De palmarès en palmarès : et alors ?

politique cyclable,kremersDe palmarès en palmarès, méthodes et résultats. Encourager, ou permettre d'assouvir sa rancoeur ? Ce mois-ci Hans Kremers fait un tour dans ces événements médiatiques que sont les remises de prix à des communes, et s'interroge sur leur efficacité.

A l'occasion de la remise du prix à Den Bosch, un tour dans les prix et palmarès qui ne marchent pas, puis présentation de deux bons exemples. En France et en Europe.



> COMMENT METTRE EN AVANT LES BONNES VÉLOVILLES ? <

La notion du palmarès existe depuis longtemps pour plein de domaines, y compris évidemment pour les efforts des villes en matière de politique vélo. La méthode de fabrication des palmarès varie selon les pays. (image : Trophée du vélo, France)

Des prix comme des cadeaux
un petit tour dans les prix pas efficaces

-- Le palmarès allemand se base entièrement sur une grande enquête menée grâce aux cyclistes, invités à faire part de leur perception. Cette enquête était réalisée tous les deux ans conjointement par l'ADFC (qui regroupe les cyclistes au quotidien et les cyclotouristes) et le BUND (section allemande des Amis de la Terre) en partenariat avec le Ministère Fédéral de l'Environnement.
La dernière de ces enquêtes, qui a eu lieu en 2005, a vu le retour de ... 26 000 questionnaires comportant 22 questions dans lesquelles on demandait de noter 22 critères selon une grille allant de 1 (très bon) à 6 (mauvais)... Impressionnant, voire ... Monstrueux !
Cette méga-enquête s'est traduite par le classement de 142 villes allemandes en trois catégories : villes de moins de 100 000 habitants, villes entre 100 000 et 200 000 habitants, villes de plus de 200 000 habitants.

-- L’assemblée générale de la FUB (Fédération française des Usagers de la Bicyclette) décerne depuis la fin des années 90  à une collectivité le « Guidon d’or » pour récompenser des réalisations ou initiatives exemplaires et le « Clou rouillé » pour épingler ce qu’il ne faut pas faire. Cependant les « candidats » sont désignés par les associations membres et la décision se fait en une seule réunion.

-- Les trophées du vélo sont organisés par le Comité de Promotion du Vélo, créé en 2001, qui rassemble de nombreux acteurs du vélo en France. Ce concours intéressant est ouvert entre autres aux collectivités locales.

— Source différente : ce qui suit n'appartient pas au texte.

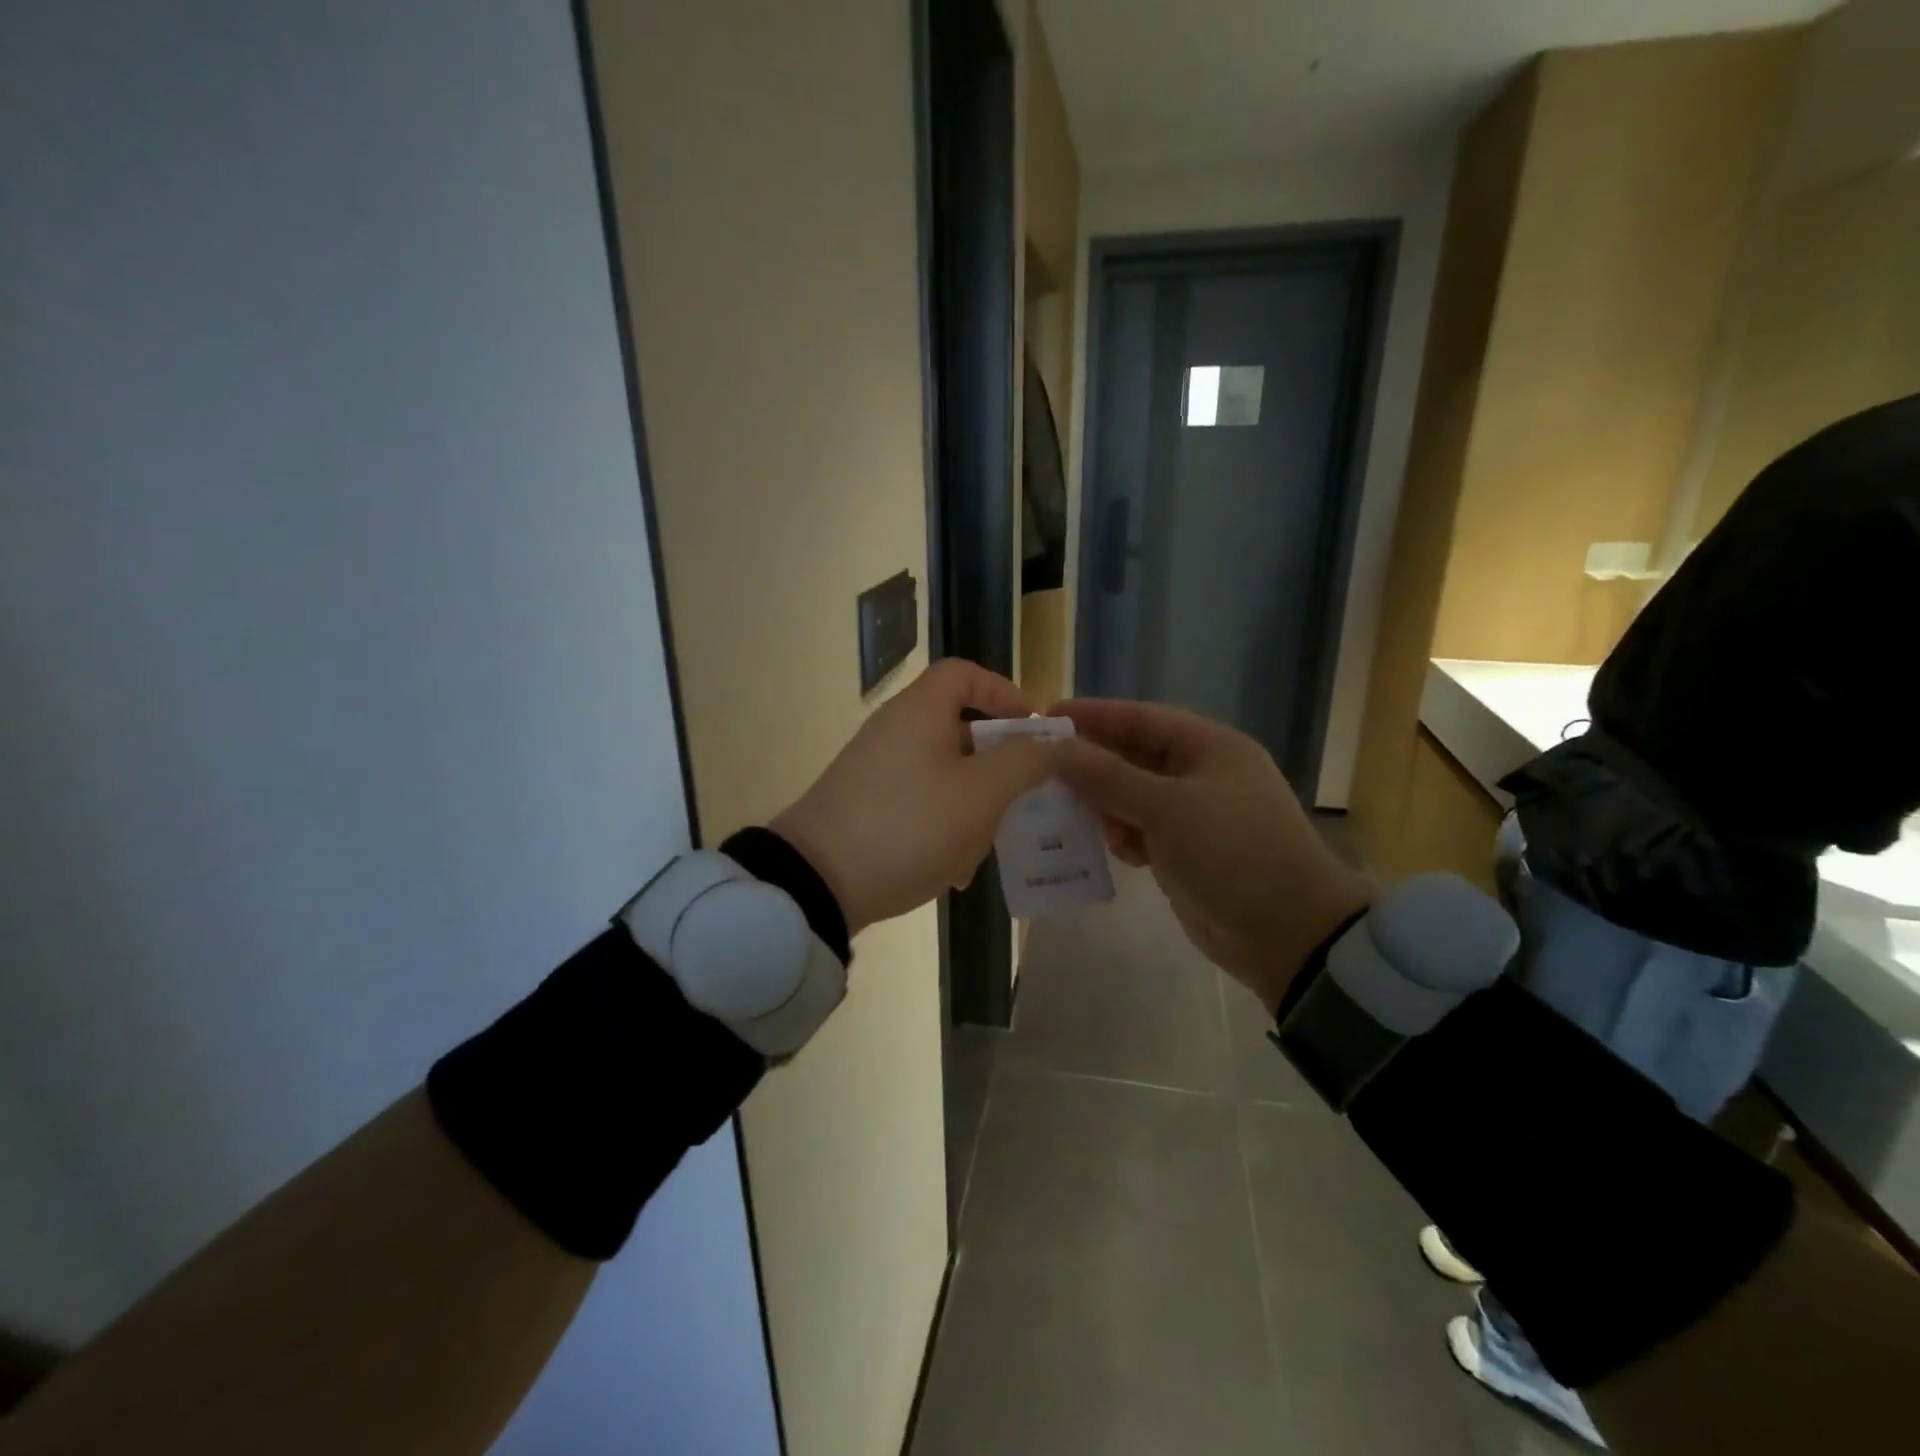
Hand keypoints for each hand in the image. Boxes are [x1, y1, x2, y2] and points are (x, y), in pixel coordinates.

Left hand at [770, 659, 1062, 935]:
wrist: (816, 883)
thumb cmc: (909, 825)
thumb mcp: (980, 794)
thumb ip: (1025, 760)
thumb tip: (1053, 741)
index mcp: (920, 711)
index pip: (964, 673)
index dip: (1004, 692)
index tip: (1033, 729)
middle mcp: (895, 731)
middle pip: (959, 728)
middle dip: (997, 763)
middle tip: (1023, 795)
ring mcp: (876, 770)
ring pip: (944, 773)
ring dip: (974, 804)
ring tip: (990, 844)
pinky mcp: (865, 806)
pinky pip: (919, 803)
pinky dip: (944, 826)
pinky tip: (955, 870)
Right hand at [1051, 699, 1371, 1012]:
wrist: (1287, 933)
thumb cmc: (1233, 851)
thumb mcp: (1167, 807)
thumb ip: (1108, 777)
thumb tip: (1056, 749)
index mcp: (1208, 747)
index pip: (1140, 718)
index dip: (1093, 714)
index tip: (1046, 715)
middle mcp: (1199, 774)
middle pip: (1131, 756)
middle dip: (1089, 761)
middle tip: (1037, 765)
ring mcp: (1191, 815)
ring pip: (1130, 795)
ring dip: (1098, 801)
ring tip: (1056, 806)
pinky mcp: (1181, 851)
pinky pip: (1137, 830)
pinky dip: (1116, 833)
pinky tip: (1095, 842)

Il ne s’agit cependant pas d’un palmarès consacré à l’intégralité de la politique cyclable puisque les candidats sont invités à concourir sur un thème particulier de leur politique.

-- Copenhagenize a sorti récemment son Palmarès mondial des « bicycle-friendly cities ». C’est avec sa propre sauce de 13 critères que cette  agence de communication danoise constitue le top 20 des meilleures villes cyclables en 2011.

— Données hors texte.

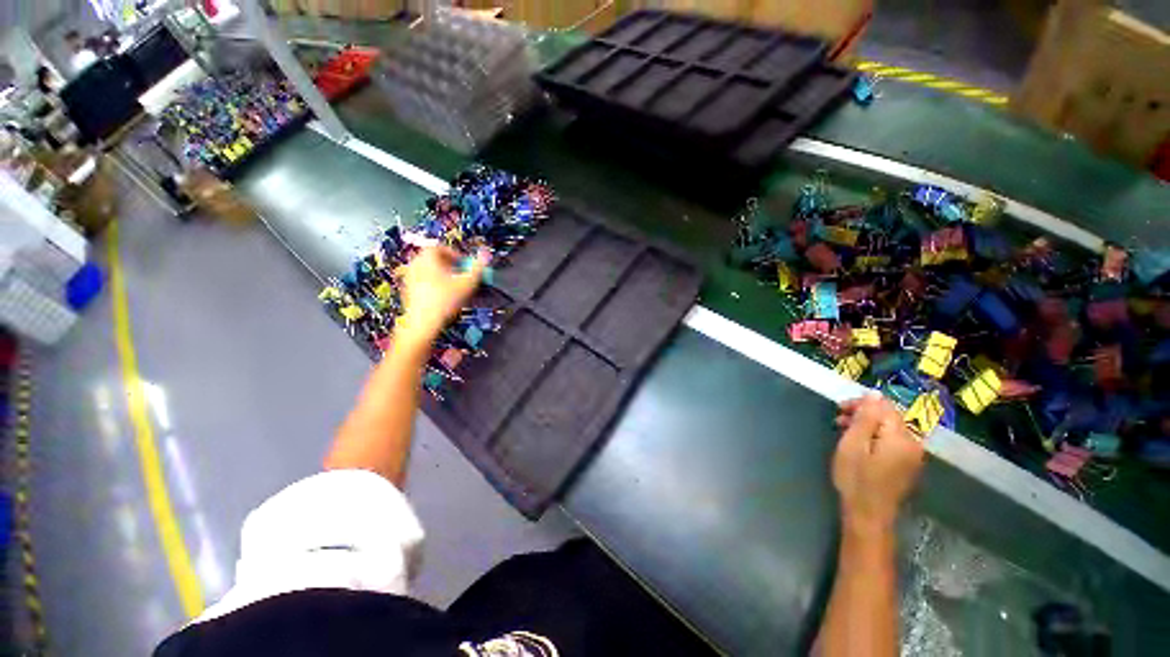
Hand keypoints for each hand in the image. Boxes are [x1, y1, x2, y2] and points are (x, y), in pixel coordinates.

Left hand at [396, 246, 489, 347]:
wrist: (423, 322)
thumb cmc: (444, 300)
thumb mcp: (468, 283)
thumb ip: (478, 268)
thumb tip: (486, 255)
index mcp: (427, 256)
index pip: (442, 248)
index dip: (457, 255)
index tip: (466, 266)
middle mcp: (415, 263)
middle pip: (435, 259)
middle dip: (451, 266)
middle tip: (462, 276)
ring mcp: (409, 277)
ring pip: (429, 271)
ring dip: (443, 276)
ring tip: (455, 288)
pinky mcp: (407, 291)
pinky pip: (423, 282)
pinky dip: (434, 285)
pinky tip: (444, 297)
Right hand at [832, 393, 924, 535]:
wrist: (869, 515)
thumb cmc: (856, 478)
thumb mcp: (853, 445)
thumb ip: (866, 418)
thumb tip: (875, 394)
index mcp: (901, 437)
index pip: (885, 407)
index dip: (862, 403)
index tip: (839, 409)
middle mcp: (913, 444)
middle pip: (889, 417)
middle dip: (863, 414)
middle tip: (838, 420)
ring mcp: (913, 456)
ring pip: (889, 429)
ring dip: (867, 426)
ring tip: (844, 432)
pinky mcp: (907, 465)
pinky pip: (892, 442)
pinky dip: (875, 438)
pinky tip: (859, 445)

-- Cette approche avait déjà vu le jour en France, dès 1990 (!!!). 50 Millions de consommateurs avait en effet publié le premier Palmarès des villes cyclables, sous la plume d’Isabelle, qui à cette époque ne savait pas encore ce qu’est un blog … mais avait fait des visites approfondies de toutes les villes citées. En 1993 elle avait recommencé pour le même journal, avec un questionnaire adressé aux 22 capitales régionales et aux associations de cyclistes locales. Et en 1994 elle avait encore monté un concours, les Contrats Vélo pour la Ville, au sein du ministère de l’Environnement, avec un jury qui avait retenu 10 dossiers sur une soixantaine de candidats.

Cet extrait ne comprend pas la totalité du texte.